Unfolding Recursion - rFronteddu/general_wiki GitHub Wiki
Recursion could be an elegant and intuitive solution, when applied properly. Nevertheless, sometimes, one might have to convert a recursive algorithm to iterative one for various reasons.
- Risk of Stackoverflow: recursion often incurs additional memory consumption, not every recursion can be converted to tail recursion and not every compiler supports tail recursion.
- Efficiency: At least additional cost of function calls, and in the worst case, duplicate calculation
- Complexity: Recursion can appear less intuitive and comprehensive for many people.

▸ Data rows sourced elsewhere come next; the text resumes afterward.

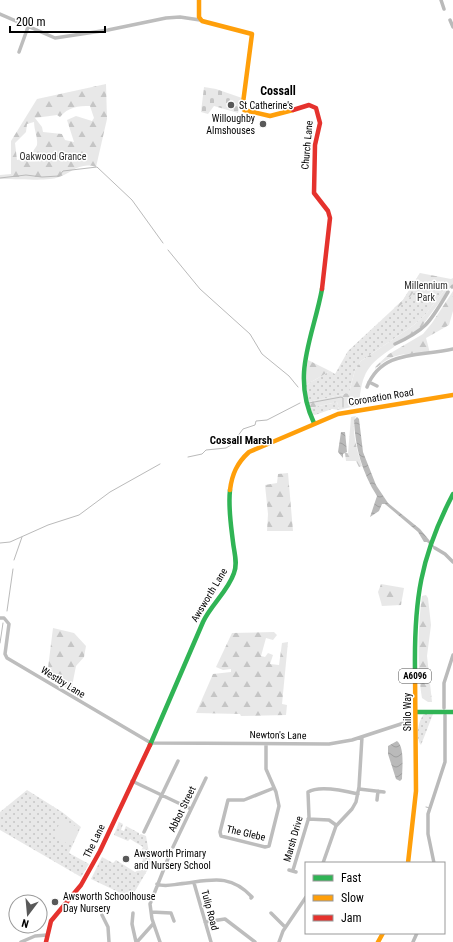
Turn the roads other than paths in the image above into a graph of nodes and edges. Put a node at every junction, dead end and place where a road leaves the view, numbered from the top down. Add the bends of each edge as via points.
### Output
1 (200, 0) edge
2 (0, 14) edge
3 (200, 20) junction
4 (28, 27) junction
5 (19, 52) dead end
6 (453, 349) edge
7 (369, 382) junction
8 (377, 386) dead end
9 (368, 387) dead end
10 (453, 395) edge
11 (314, 423) junction
12 (453, 494) edge
13 (0, 618) edge
14 (416, 712) junction
15 (453, 712) edge
16 (400, 718) dead end
17 (407, 722) dead end
18 (402, 724) junction
19 (362, 737) junction
20 (151, 743) junction
21 (266, 744) junction
22 (178, 761) dead end
23 (206, 778) dead end
24 (132, 781) junction
25 (274, 788) junction
26 (359, 790) junction
27 (378, 792) junction
28 (384, 792) dead end
29 (358, 794) junction
30 (161, 795) junction
31 (377, 800) dead end
32 (191, 809) junction
33 (308, 819) junction
34 (336, 825) junction
35 (144, 832) dead end
36 (172, 847) dead end
37 (171, 851) dead end
38 (323, 862) edge
39 (408, 862) edge
40 (293, 870) dead end
41 (194, 883) junction
42 (157, 884) junction
43 (251, 898) dead end
44 (305, 898) edge
45 (150, 912) junction
46 (134, 913) dead end
47 (271, 913) dead end
48 (102, 915) dead end
49 (174, 921) dead end
50 (205, 922) junction
51 (153, 924) junction
52 (285, 927) junction
53 (47, 935) junction
54 (21, 942) edge
55 (46, 942) edge
56 (109, 942) edge
57 (137, 942) edge
58 (160, 942) edge
59 (211, 942) edge
60 (254, 942) edge
61 (279, 942) edge

1 - 3 street
2 - 4 street
3 - 4 street via 166,18 61,38 48,36
3 - 11 street, Church Lane via 251,33 243,108 270,116 309,105 316,108 319,115 319,128 314,147 314,193 328,210 330,218 320,297 303,370 305,407
4 - 5 street
6 - 7 street via 388,361
7 - 8 street
7 - 9 street
10 - 11 street, Coronation Road via 338,414
11 - 20 street, Awsworth Lane via 249,452 235,468 230,494 235,571 203,621
12 - 14 street, Shilo Way / A6096 via 428,551 417,597
13 - 20 street, Westby Lane via 4,618 9,624 7,658
14 - 15 street
14 - 39 street, Shilo Way / A6096 via 416,801
16 - 18 street
17 - 18 street, Newton's Lane
18 - 19 street, Newton's Lane
19 - 21 street, Newton's Lane via 329,744
19 - 26 street
20 - 21 street, Newton's Lane
20 - 24 street, The Lane
21 - 25 street, The Glebe via 266,769
22 - 30 street
23 - 32 street, Abbot Street
24 - 30 street
24 - 53 street, The Lane via 91,868 81,885 51,921
25 - 25 street, The Glebe via 279,809 268,847 221,836 228,800 244,800
26 - 27 street
26 - 29 street
27 - 28 street
27 - 31 street
29 - 33 street, Marsh Drive via 338,790 311,790 307,795
29 - 34 street via 353,808
30 - 32 street
30 - 35 street via 145,825
32 - 36 street, Abbot Street
33 - 34 street via 329,820
33 - 40 street, Marsh Drive
34 - 38 street
37 - 42 street
41 - 42 street via 167,886
41 - 43 street via 228,880 244,888
41 - 50 street, Tulip Road
42 - 45 street
44 - 52 street
45 - 49 street via 171,913
45 - 51 street
46 - 57 street via 132,924
47 - 52 street
48 - 56 street via 108,927
50 - 59 street, Tulip Road
50 - 60 street via 225,919
51 - 57 street
51 - 58 street
52 - 61 street
53 - 54 street via 35,936
53 - 55 street, The Lane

Given two binary trees, write a function to check if they are the same or not.
Two binary trees are considered the same if they are structurally identical and the nodes have the same value.
/**
* Definition for a binary tree node.
* public class TreeNode {
* int val;
* TreeNode left;
* TreeNode right;
* TreeNode(int x) { val = x; }
* }
*/
class Solution {
public boolean isSameTree(TreeNode p, TreeNode q) {
// p and q are both null
if (p == null && q == null) return true;
// one of p and q is null
if (q == null || p == null) return false;
if (p.val != q.val) return false;
return isSameTree(p.right, q.right) &&
isSameTree(p.left, q.left);
}
}
Conversion:
class Solution {
public boolean check(TreeNode p, TreeNode q) {
// p and q are null
if (p == null && q == null) return true;
// one of p and q is null
if (q == null || p == null) return false;
if (p.val != q.val) return false;
return true;
}
public boolean isSameTree(TreeNode p, TreeNode q) {
if (p == null && q == null) return true;
if (!check(p, q)) return false;
// init deques
ArrayDeque<TreeNode> deqP = new ArrayDeque<TreeNode>();
ArrayDeque<TreeNode> deqQ = new ArrayDeque<TreeNode>();
deqP.addLast(p);
deqQ.addLast(q);
while (!deqP.isEmpty()) {
p = deqP.removeFirst();
q = deqQ.removeFirst();
if (!check(p, q)) return false;
if (p != null) {
// in Java nulls are not allowed in Deque
if (!check(p.left, q.left)) return false;
if (p.left != null) {
deqP.addLast(p.left);
deqQ.addLast(q.left);
}
if (!check(p.right, q.right)) return false;
if (p.right != null) {
deqP.addLast(p.right);
deqQ.addLast(q.right);
}
}
}
return true;
}
}
To convert a recursion approach to an iteration one, we could perform the following two steps:
- We use a stack or queue data structure within the function, to replace the role of the system call stack. At each occurrence of recursion, we simply push the parameters as a new element into the data structure that we created, instead of invoking a recursion.
- In addition, we create a loop over the data structure that we created before. The chain invocation of recursion would then be replaced with the iteration within the loop.